The majority of reformist politicians, who have led protests and movements in Iran since the 1990s, were noticeably absent from and silent on the unrest that began on the eve of 2018.
Prominent human rights lawyer Nasrin Sotoudeh pointed out that some reformist politicians also incorrectly claimed that the protests were illegal.
“It’s not just the conservatives who are constantly claiming the protests are illegal but also some reformists as well,” she told CHRI, adding that the people’s right to peaceful freedom of assembly is guaranteed in Iran’s Constitution.
Relatives Hold Sit-In At Evin Prison
For the past few days, dozens of relatives of the detainees, as well as civil rights activists, have been gathering outside Tehran’s Evin Prison to get information about their loved ones.
More than 40 Iranian university students, mostly activists, were arrested between December 30, 2017, and January 4, 2018, according to credible information received by CHRI.
“I have precise information that some of the detained students were not even in the protests,” tweeted reformist MP Mahmoud Sadeghi on January 5.
“Reports about the detention of students during the recent unrest are worrying, especially since none of the officials have provided any explanation,” Fatemeh Saeidi, another reformist member of the women’s parliamentary bloc, told the semi-official Iranian Students’ News Agency (ISNA) on January 5.

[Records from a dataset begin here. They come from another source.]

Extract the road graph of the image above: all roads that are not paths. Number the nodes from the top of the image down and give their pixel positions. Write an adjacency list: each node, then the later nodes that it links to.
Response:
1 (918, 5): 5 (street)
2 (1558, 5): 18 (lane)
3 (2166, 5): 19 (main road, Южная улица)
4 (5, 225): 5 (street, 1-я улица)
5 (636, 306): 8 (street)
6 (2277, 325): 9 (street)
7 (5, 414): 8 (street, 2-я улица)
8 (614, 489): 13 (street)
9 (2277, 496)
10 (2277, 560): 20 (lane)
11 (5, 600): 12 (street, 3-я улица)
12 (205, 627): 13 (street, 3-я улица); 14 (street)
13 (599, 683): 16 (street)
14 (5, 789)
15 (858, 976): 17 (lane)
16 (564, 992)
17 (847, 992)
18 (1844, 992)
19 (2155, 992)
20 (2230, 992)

Rouhani, who enjoyed widespread support from university students during his 2013 and 2017 re-election campaigns, promised to de-securitize Iranian universities, which have often served as the focal point of protest movements in Iran.
“Hassan Rouhani’s government claims to be moderate but his Intelligence Ministry has arrested members of a legal student trade union organization only because they asked where the detained students were being held,” a student activist in Tehran who asked not be named for security reasons told CHRI.
“Rouhani promised to make universities safer for students but instead they have turned into military fortresses and more and more students are being arrested every day,” added the source.
CHRI has confirmed the names of 43 detained university students.
A senior government official recently stated that the vast majority of the hundreds who have been detained around Iran are young people.
“More than 90 percent of the people arrested in these unrests were young people and teenagers under the age of 25 and virtually none of them have any arrest history,” said Hossein Zolfaghari, Iran’s deputy interior minister for security affairs, on January 1.
In a tweet on January 2, Education Minister Mohammad Bathaei expressed sorrow about the deaths of two teenage students, Armin Sadeghi and another student only identified as “Shayan,” both of whom lost their lives during what Bathaei described as “blind, violent riots.”
Iranian newspapers have also reported the arrest of a 15-year-old boy identified as “Afshin” in Tehran.
“We don’t know where he is. He called just to say he had been arrested and would be freed soon,” his mother told Shargh on January 3.
“Afshin is a good student. He was studying in the library because the schools were closed these past two days,” she said. “Our home is on Italy St. and every time there’s a disturbance there, we pay the price and now I don’t know where my son is being held.”